(Exercise input)

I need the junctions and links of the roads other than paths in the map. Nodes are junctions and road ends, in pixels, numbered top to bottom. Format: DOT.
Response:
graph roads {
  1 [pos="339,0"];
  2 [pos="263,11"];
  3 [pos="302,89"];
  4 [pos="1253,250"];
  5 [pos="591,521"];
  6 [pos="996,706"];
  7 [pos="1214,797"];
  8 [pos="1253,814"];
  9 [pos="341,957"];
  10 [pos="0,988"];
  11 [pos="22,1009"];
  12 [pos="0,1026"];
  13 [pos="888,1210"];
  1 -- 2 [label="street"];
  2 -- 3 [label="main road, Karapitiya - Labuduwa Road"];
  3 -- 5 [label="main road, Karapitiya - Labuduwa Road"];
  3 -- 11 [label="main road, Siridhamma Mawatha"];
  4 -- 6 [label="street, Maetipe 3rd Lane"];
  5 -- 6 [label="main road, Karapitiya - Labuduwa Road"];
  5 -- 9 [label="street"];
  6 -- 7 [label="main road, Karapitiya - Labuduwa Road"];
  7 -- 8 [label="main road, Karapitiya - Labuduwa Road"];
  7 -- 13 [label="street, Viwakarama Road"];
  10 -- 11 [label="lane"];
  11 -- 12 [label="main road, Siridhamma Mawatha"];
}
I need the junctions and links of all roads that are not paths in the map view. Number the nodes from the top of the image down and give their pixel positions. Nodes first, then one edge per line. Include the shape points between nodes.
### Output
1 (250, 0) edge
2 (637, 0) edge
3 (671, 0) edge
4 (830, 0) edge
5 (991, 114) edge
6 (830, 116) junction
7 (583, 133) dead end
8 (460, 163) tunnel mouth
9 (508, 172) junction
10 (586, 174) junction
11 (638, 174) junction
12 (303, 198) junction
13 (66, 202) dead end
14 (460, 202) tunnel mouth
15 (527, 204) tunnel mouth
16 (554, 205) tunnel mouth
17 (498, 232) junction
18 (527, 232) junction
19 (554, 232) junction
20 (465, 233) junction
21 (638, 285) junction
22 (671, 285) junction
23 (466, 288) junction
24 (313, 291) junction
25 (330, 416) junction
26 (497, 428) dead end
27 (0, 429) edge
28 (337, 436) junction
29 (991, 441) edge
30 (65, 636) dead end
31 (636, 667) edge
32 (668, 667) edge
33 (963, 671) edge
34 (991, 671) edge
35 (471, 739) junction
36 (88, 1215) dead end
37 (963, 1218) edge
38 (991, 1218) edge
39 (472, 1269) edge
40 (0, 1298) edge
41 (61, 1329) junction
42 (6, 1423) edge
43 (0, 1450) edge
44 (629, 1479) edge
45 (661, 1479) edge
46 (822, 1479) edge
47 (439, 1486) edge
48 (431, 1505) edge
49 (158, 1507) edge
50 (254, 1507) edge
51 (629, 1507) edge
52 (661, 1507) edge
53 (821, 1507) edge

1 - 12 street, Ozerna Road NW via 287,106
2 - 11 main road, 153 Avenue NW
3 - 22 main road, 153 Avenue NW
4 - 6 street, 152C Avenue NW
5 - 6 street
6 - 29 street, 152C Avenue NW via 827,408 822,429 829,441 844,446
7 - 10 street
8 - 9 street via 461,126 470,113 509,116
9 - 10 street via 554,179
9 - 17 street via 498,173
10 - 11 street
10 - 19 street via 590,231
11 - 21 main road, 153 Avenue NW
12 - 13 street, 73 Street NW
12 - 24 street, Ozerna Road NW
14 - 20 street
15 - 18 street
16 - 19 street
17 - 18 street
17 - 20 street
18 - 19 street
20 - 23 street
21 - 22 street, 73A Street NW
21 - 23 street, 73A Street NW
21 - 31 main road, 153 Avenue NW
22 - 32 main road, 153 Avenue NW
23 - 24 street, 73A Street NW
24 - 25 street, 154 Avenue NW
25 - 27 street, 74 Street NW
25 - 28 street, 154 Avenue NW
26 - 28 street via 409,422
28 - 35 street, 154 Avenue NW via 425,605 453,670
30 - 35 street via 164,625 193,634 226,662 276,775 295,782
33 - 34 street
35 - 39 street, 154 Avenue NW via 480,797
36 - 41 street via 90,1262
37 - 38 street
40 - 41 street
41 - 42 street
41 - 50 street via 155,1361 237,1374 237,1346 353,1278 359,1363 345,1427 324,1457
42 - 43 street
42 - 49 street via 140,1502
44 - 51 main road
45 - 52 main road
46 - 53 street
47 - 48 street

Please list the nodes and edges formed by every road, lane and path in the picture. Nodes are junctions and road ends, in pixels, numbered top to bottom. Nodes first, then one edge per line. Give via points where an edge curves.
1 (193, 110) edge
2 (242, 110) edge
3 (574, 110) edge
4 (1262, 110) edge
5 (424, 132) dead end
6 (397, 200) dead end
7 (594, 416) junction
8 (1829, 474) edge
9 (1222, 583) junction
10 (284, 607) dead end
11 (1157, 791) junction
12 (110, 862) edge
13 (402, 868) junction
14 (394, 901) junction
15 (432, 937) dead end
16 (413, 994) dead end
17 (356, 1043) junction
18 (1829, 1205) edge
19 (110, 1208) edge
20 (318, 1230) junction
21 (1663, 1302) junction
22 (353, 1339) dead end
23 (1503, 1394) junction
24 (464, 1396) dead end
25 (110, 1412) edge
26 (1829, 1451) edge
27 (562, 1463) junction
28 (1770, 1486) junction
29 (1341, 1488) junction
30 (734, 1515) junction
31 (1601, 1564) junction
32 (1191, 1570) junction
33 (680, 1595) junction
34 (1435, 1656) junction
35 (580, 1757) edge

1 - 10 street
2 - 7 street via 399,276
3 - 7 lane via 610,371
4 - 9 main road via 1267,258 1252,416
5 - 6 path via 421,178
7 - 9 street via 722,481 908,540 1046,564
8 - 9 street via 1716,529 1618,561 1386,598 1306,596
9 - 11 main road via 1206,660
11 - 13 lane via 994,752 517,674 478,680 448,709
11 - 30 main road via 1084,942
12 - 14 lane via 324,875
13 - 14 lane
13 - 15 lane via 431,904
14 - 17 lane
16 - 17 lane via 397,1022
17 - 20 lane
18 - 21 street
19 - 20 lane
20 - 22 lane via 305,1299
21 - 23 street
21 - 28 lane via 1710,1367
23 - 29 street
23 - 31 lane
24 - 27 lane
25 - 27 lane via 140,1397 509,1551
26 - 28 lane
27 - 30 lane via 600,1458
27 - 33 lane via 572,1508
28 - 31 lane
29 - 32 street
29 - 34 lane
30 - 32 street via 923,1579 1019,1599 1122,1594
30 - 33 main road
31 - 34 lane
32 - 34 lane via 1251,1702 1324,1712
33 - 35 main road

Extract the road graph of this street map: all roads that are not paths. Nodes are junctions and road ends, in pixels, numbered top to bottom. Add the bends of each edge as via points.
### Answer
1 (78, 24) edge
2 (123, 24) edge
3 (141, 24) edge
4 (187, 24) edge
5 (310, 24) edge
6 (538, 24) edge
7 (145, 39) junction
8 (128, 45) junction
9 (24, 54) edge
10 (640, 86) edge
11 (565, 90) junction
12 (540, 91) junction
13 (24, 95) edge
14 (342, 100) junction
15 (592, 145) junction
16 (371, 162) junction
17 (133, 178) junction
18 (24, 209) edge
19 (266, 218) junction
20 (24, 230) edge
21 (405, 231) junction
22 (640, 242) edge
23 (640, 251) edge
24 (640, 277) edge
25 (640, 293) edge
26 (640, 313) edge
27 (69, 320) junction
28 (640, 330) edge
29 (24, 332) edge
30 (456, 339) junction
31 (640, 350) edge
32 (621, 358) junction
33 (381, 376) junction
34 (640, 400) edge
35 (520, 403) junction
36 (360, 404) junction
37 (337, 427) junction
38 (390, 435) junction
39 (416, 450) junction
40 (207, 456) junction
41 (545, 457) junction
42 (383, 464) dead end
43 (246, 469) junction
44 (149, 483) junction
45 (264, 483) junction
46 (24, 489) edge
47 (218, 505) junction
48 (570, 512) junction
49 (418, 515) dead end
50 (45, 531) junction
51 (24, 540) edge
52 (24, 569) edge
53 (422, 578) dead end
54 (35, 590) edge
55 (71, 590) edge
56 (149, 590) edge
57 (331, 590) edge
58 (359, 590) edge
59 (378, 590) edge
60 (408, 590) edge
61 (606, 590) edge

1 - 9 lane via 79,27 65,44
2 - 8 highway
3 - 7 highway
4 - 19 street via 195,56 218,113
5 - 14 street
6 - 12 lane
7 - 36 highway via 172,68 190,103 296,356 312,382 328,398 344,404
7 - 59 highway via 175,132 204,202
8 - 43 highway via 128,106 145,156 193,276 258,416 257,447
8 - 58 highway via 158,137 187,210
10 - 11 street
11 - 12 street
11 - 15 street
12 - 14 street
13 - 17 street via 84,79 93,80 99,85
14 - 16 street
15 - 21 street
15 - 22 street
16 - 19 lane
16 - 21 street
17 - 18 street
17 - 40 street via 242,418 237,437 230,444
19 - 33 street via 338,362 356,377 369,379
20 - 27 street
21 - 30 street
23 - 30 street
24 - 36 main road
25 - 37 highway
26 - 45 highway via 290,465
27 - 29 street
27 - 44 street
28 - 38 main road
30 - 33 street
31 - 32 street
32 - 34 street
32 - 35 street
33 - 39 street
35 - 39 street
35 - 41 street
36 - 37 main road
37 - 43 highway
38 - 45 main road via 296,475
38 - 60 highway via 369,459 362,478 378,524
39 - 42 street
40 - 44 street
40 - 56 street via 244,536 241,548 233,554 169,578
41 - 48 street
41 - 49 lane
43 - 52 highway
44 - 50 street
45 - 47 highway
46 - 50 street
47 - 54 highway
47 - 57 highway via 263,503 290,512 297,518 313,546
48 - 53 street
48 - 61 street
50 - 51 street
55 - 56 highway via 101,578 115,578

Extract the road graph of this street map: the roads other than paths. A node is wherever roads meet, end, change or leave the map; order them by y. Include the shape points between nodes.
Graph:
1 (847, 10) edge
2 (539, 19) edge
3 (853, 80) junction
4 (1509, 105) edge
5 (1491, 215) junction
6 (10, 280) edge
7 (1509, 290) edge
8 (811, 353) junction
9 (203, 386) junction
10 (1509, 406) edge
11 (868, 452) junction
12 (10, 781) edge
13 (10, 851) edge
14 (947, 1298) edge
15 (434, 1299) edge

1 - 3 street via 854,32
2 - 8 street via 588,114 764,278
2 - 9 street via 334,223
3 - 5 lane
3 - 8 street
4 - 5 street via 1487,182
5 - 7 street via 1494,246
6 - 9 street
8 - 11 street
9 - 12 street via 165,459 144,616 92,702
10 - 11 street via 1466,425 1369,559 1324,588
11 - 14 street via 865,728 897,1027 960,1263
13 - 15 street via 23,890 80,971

(End Exercise input)

> [Your objective]
What is needed is a copy of every line above in which "Ozerna" appears.

> [Finished exercise]
1 - 12 street, Ozerna Road NW via 287,106
12 - 24 street, Ozerna Road NW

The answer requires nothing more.